Authors: Angela K. Werner*, Division of Environmental Health Science and Practice, National Center for Environmental Health, Centers for Disease Control and Prevention, Oak Ridge Institute for Science and Education (ORISE), D. Aaron Vinson, Division of Environmental Health Science and Practice, National Center for Environmental Health, Centers for Disease Control and Prevention, Heather Strosnider, Division of Environmental Health Science and Practice, National Center for Environmental Health, Centers for Disease Control and Prevention
Topics: Medical and Health Geography
Keywords: aggregation, boundaries, environmental health, small area, sub-county, surveillance, tracking
Session Type: Paper
Start / End Time: 3:05 PM / 4:45 PM
Room: Truman, Marriott, Mezzanine Level
Presentation File: No File Uploaded
The Center for Disease Control and Prevention (CDC)’s National Environmental Public Health Tracking Program (Tracking Program) is actively working on increasing the availability and accessibility of sub-county data. This will improve the resolution of data currently available via the National Environmental Public Health Tracking Network (Tracking Network), which currently has primarily state- or county-level data. While finer resolution of data can help to better address environmental health issues and improve surveillance, there are also challenges. Some of these challenges include ensuring calculation of stable rates and protection of confidential data.

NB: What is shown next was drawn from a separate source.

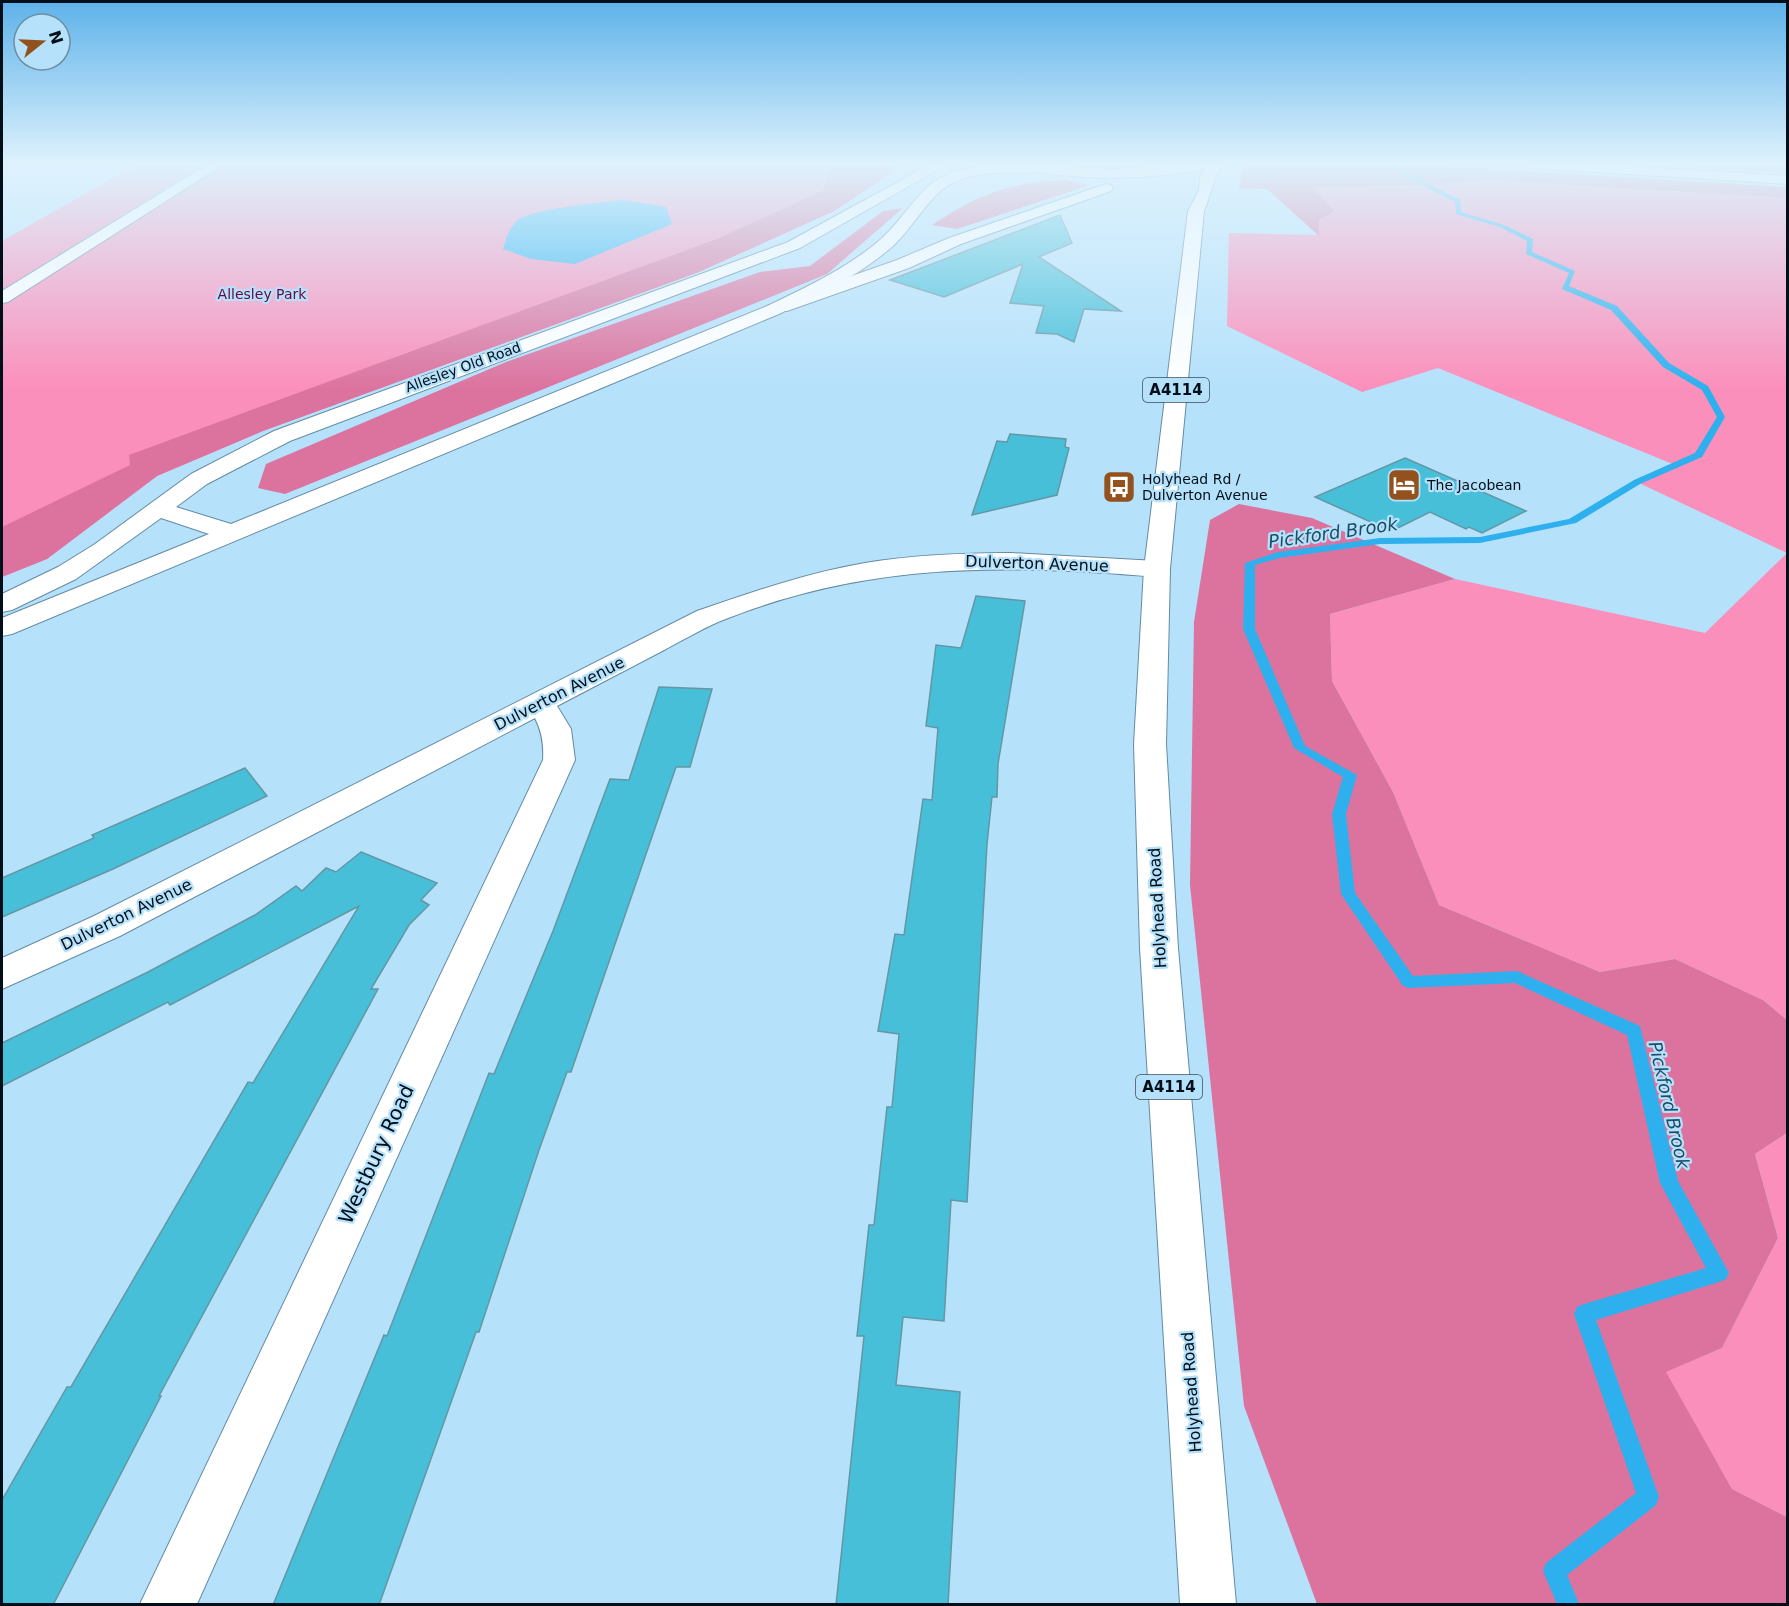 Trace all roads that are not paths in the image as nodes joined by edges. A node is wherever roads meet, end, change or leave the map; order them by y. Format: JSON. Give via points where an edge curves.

To address these challenges, preliminary work used census tract boundaries as well as health and population data to identify optimal population thresholds for two aggregation schemes. This resulted in a population threshold of 5,000 persons for the Tracking Program’s more common outcomes and a population threshold of 20,000 persons for the Tracking Program’s rarer outcomes. This project used these preliminary standardized sub-county geographies and tested a series of refinements to further improve the utility of the standardized geographies. Some of these refinements included testing merging methods, considering the inclusion or exclusion of group quarters and university housing, restricting within city boundaries, and exploring urban/rural classification when merging. Next steps include creating national maps using the standardized sub-county geographies, testing the aggregations with annual census tract-level data submitted by recipients for the Fall 2018 data call, and using the standardized geographies to disseminate sub-county data via the Tracking Network.